Banca di Prato, il comitato promotore: "Necessaria oggi più di ieri"

Comitato Promotore della costituenda Banca Popolare di Prato

Il “rischio fallimento” della Popolare di Vicenza paventati dalla BCE non più tardi di qualche giorno fa, non possono far altro che rattristare tutti noi del Comitato Promotore della Banca di Prato pensando che, già nel 2013, una soluzione era stata trovata e messa a disposizione di tutto il territorio pratese da circa 600 soggetti, tra aziende e privati, tutti uniti per il bene dello stesso nostro territorio. Purtroppo Prato ha preferito farsi bruciare oltre 400 milioni di euro dalla Popolare di Vicenza anziché credere in sé stessa e nel proprio futuro immettendo soltanto 10 milioni di euro in un progetto innovativo nel settore bancario, ideato esclusivamente per dare sostegno alle famiglie e alle aziende del territorio pratese.
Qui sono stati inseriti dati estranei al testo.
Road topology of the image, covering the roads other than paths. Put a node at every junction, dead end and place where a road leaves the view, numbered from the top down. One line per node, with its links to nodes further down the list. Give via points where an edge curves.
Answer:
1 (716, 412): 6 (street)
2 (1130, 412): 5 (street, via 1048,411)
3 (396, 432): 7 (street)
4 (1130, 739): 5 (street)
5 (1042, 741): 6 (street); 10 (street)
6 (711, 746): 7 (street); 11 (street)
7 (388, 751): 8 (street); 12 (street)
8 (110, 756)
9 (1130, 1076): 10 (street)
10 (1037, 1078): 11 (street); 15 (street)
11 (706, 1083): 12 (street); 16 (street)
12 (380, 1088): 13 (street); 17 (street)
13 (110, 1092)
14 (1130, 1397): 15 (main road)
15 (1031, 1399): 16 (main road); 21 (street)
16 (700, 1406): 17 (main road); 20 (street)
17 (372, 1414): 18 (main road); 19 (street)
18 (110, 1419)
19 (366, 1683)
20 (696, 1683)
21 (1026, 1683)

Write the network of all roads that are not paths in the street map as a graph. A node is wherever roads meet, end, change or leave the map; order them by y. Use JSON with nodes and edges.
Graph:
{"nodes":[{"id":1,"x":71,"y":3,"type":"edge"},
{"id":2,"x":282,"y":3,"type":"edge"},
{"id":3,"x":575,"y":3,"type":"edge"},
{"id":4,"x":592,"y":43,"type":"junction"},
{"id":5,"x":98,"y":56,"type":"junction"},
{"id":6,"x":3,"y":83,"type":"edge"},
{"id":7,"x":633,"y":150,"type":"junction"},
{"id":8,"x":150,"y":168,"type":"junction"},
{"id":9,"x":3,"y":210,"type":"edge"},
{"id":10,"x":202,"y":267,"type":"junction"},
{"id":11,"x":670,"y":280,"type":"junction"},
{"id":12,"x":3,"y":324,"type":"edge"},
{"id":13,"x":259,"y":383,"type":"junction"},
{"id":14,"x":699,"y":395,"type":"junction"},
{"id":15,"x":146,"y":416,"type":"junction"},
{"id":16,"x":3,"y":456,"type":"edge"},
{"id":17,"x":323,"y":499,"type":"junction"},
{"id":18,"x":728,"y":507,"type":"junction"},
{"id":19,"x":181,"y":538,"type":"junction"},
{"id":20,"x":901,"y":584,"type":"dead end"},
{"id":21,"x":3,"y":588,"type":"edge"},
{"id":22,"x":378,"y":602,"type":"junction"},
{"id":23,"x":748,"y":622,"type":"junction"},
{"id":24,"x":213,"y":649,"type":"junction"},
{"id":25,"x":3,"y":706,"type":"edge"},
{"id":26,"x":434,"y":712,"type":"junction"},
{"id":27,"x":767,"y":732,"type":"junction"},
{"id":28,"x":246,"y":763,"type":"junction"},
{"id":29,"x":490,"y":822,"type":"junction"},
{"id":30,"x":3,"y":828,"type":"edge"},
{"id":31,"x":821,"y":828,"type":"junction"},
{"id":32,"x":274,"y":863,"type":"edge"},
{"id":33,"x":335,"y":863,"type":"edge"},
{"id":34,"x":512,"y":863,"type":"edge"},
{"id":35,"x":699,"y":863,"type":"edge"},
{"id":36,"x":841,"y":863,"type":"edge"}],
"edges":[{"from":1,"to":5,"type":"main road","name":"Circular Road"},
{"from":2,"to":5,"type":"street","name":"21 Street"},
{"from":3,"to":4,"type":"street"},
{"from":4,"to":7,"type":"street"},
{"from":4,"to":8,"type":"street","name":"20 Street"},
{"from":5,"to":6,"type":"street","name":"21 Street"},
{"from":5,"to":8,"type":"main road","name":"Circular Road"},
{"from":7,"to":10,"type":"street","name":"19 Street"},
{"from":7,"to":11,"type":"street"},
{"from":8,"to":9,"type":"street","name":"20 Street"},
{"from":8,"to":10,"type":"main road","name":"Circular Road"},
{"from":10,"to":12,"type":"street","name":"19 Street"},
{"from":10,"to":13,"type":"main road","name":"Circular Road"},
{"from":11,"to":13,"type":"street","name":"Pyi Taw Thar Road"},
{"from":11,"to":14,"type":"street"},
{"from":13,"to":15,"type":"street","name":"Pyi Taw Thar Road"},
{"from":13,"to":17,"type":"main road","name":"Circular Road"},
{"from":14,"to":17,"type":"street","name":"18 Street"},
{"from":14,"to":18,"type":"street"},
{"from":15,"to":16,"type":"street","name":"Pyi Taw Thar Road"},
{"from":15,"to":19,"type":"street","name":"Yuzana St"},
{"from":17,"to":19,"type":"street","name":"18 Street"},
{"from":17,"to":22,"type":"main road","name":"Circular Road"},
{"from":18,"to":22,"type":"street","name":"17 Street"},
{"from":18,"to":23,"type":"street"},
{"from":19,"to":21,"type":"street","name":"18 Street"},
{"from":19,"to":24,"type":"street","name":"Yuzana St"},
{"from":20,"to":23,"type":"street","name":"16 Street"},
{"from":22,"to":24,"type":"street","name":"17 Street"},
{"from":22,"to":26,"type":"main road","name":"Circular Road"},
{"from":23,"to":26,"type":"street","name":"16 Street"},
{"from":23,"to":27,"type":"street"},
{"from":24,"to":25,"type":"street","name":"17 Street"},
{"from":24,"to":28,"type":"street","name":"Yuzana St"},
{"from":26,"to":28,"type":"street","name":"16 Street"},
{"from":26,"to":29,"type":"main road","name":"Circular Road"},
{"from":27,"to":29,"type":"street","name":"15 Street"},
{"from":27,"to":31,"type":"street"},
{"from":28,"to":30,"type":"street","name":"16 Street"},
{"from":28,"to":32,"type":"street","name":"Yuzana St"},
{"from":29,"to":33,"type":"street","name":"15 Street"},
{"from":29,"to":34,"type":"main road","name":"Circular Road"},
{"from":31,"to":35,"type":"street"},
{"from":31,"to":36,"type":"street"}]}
Tante le istituzioni che nel 2013 hanno liquidato questa nostra iniziativa bancaria con troppa sufficienza, senza neanche soffermarsi a leggere il “prospetto informativo” e capire la consistenza del progetto. Eppure la banca tutor a cui ci eravamo ispirati ed appoggiati, nata nel 2008, ovvero la Banca Interprovinciale di Modena continua a crescere, aumentando la raccolta, gli utili e il numero di dipendenti (ad oggi circa 80). Purtroppo abbiamo avuto modo di constatare che Prato è una città dove non contano le idee, ma contano principalmente i "nomi" di chi le propone: forse anche per questo motivo il progetto Banca di Prato non è riuscito a raccogliere 10 milioni di euro necessari per aprire il primo sportello fermandosi ad un passo dal traguardo (circa 6.5 milioni di euro). Siamo però soddisfatti di aver raccolto attorno all'iniziativa ben 600 soci, molti di più del minimo previsto per legge, ossia 200.

In seguito ai mutamenti degli scenari bancari, la Toscana è rimasta sprovvista di una banca del territorio. Non ci riferiamo a una banca tradizionale, anche perché di queste esistono molti fallimentari esempi, bensì un istituto bancario innovativo capace di coniugare le buone prassi del passato e le migliori nuove tecnologie creditizie, comprese le nuove filosofie per fare banca in questo nuovo millennio.

Tutto questo è ancora maledettamente necessario in questo territorio in piena crisi esistenziale e continuamente alla ricerca di sé stesso, e sarebbe ancora possibile realizzarlo. Lo scoglio da superare? Basterebbe che le forze economiche e politiche della nostra regione e città si mettessero intorno ad un tavolo, recuperando il lavoro fatto dal Comitato Promotore e trovando le soluzioni per portarlo in porto. Senza dimenticare che lo stesso Comitato ha fatto dono al Comune di Prato del logo e del nome della Banca Popolare di Prato.

Alla luce di tutto quello che sta succedendo, tenuto conto di tutte le sottovalutazioni fatte nel recente passato, la lezione può essere stata sufficiente? Ma soprattutto, può nascere, da questa immane sequela di errori, un nuovo futuro bancario per Prato?